What is expected
Scan the records that follow, and whenever a line has the word "positions", copy it.

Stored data

***

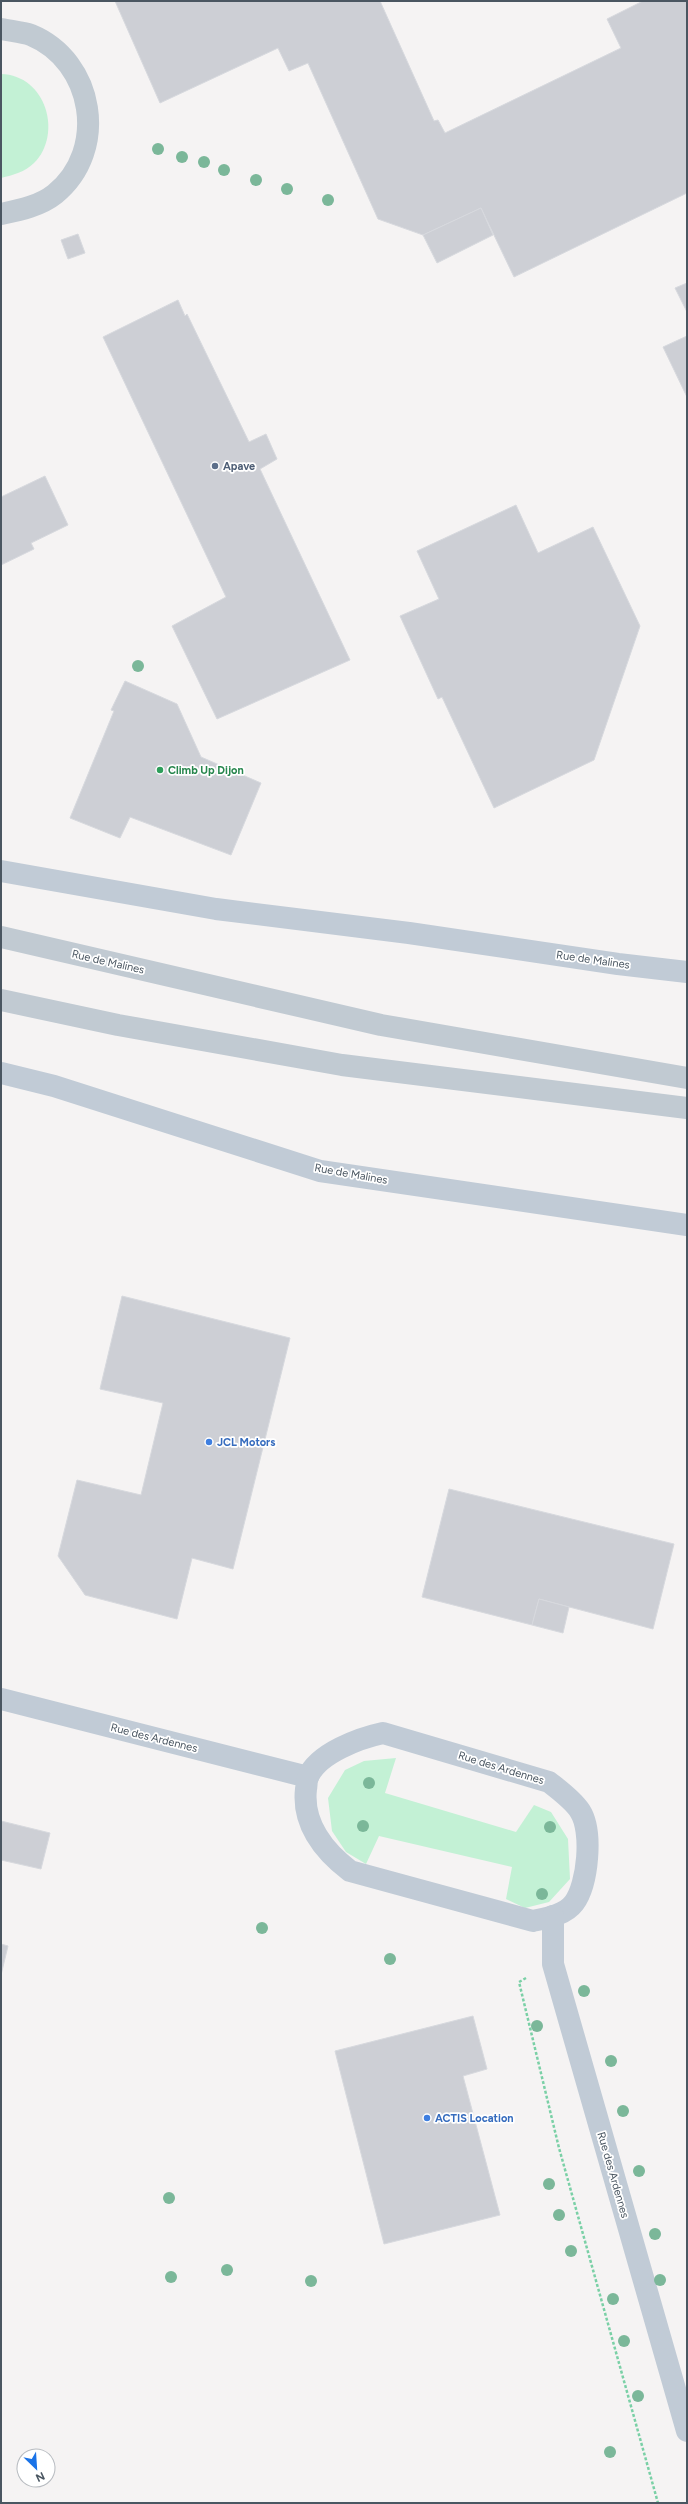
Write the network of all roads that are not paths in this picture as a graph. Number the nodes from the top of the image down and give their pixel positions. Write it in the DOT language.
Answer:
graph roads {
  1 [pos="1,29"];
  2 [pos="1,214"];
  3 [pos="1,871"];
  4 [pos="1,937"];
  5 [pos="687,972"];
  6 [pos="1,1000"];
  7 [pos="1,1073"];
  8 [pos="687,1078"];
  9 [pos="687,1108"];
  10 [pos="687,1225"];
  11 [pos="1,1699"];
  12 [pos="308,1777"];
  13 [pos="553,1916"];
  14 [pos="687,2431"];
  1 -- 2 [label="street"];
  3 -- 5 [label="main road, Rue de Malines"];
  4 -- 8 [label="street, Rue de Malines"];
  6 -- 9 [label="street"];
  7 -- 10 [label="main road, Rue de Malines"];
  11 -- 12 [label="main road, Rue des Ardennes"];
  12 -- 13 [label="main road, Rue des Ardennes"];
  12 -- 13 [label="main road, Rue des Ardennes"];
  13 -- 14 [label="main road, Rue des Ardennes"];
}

***

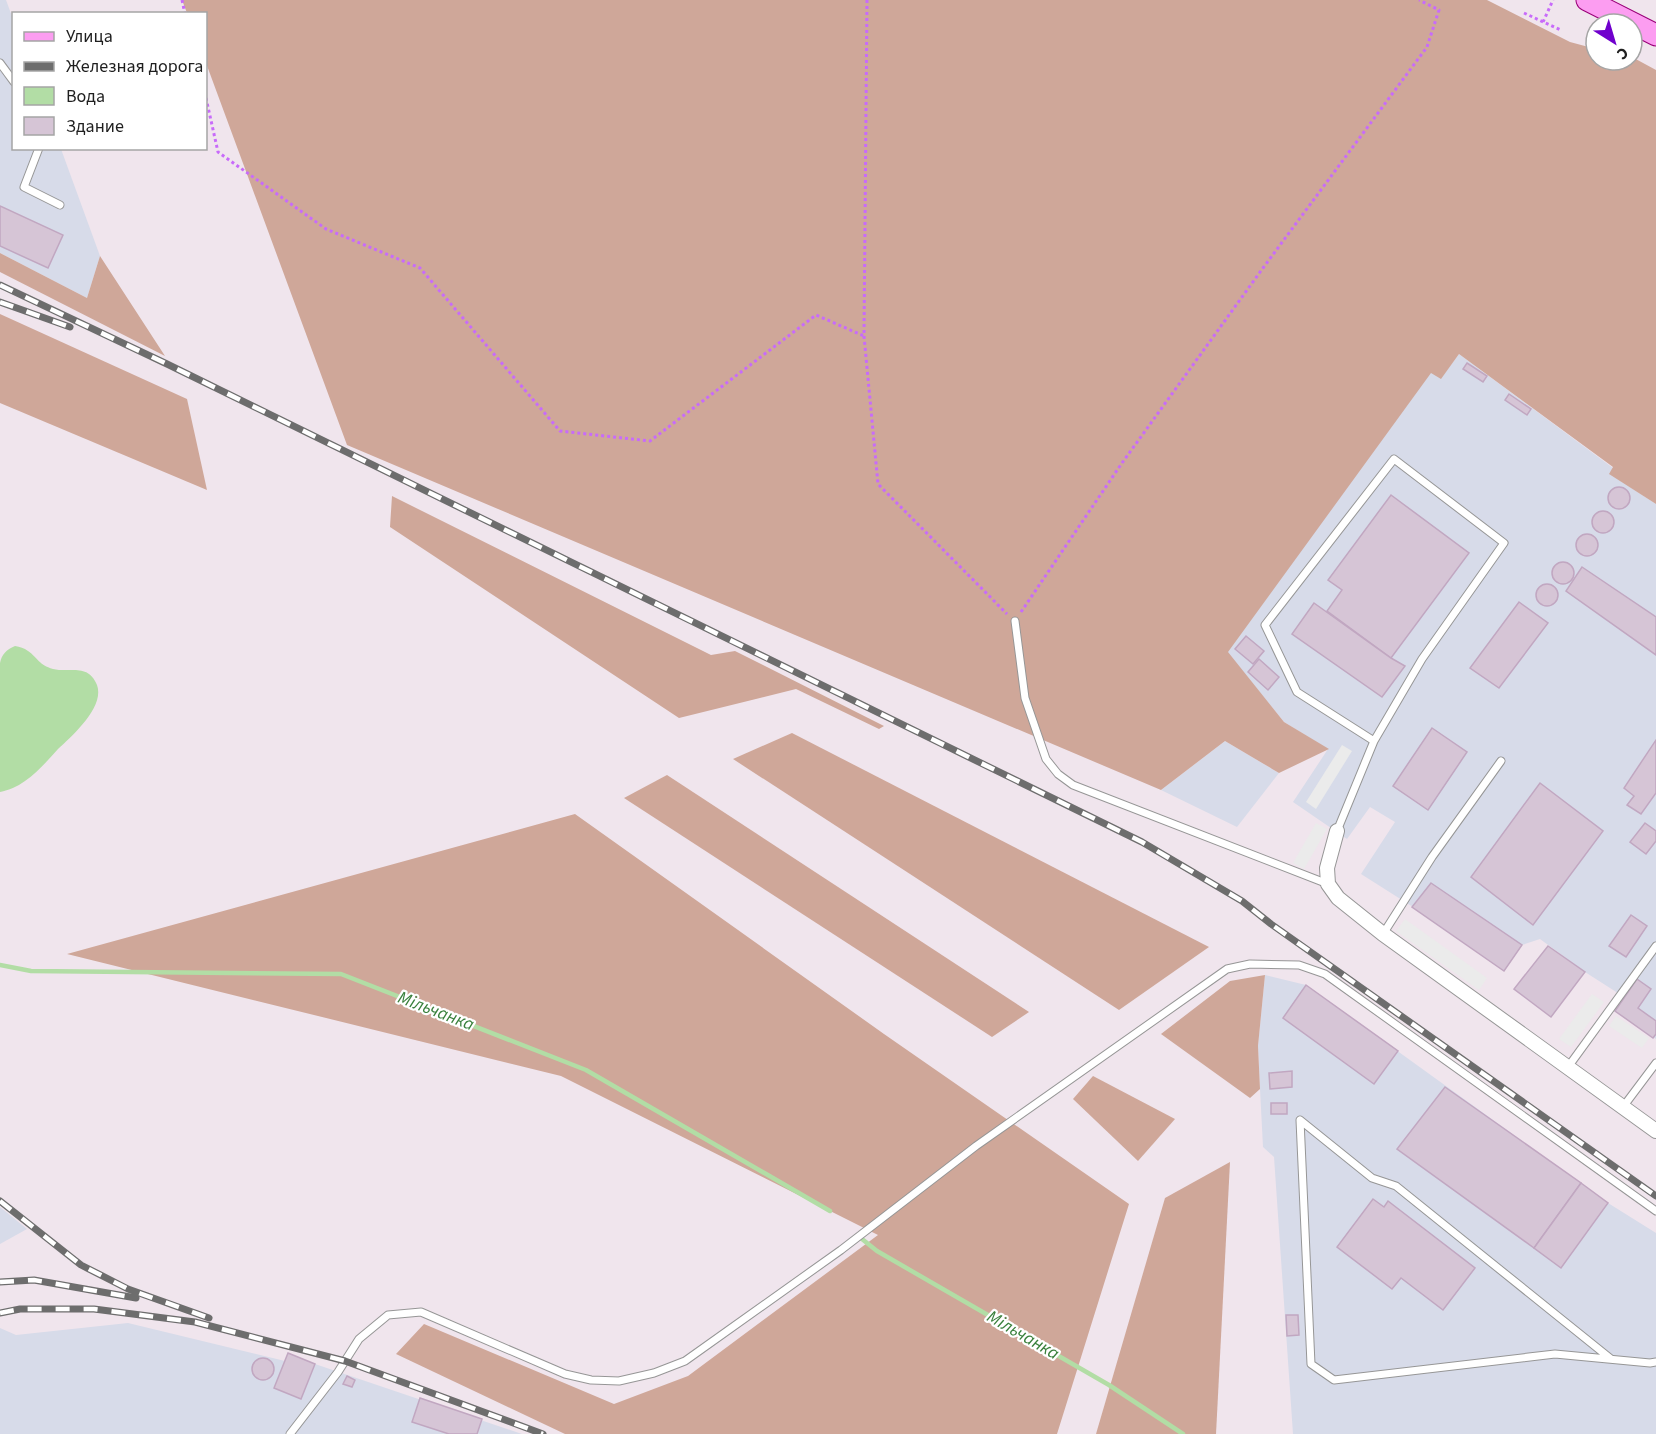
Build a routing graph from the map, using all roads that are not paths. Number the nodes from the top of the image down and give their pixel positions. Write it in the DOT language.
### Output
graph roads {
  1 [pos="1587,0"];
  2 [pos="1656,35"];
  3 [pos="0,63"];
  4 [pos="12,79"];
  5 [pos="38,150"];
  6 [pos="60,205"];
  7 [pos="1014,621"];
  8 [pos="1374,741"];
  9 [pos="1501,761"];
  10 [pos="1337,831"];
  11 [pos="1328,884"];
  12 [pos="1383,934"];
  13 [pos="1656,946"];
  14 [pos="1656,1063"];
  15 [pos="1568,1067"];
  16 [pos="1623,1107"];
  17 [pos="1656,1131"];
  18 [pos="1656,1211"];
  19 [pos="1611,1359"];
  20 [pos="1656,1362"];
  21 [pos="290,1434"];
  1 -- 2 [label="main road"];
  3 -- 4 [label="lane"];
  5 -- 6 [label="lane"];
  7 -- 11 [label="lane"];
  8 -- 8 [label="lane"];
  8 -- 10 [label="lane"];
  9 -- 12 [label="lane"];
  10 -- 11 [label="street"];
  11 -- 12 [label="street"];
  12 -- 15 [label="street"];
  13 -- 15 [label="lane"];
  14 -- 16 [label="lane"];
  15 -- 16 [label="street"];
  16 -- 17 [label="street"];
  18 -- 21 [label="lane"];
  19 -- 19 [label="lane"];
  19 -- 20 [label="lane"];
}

***

Answer to the problem
Write the network of all roads that are not paths in this picture as a graph. Number the nodes from the top of the image down and give their pixel positions. Write it in the DOT language.
Build a routing graph from the map, using all roads that are not paths. Number the nodes from the top of the image down and give their pixel positions. Write it in the DOT language.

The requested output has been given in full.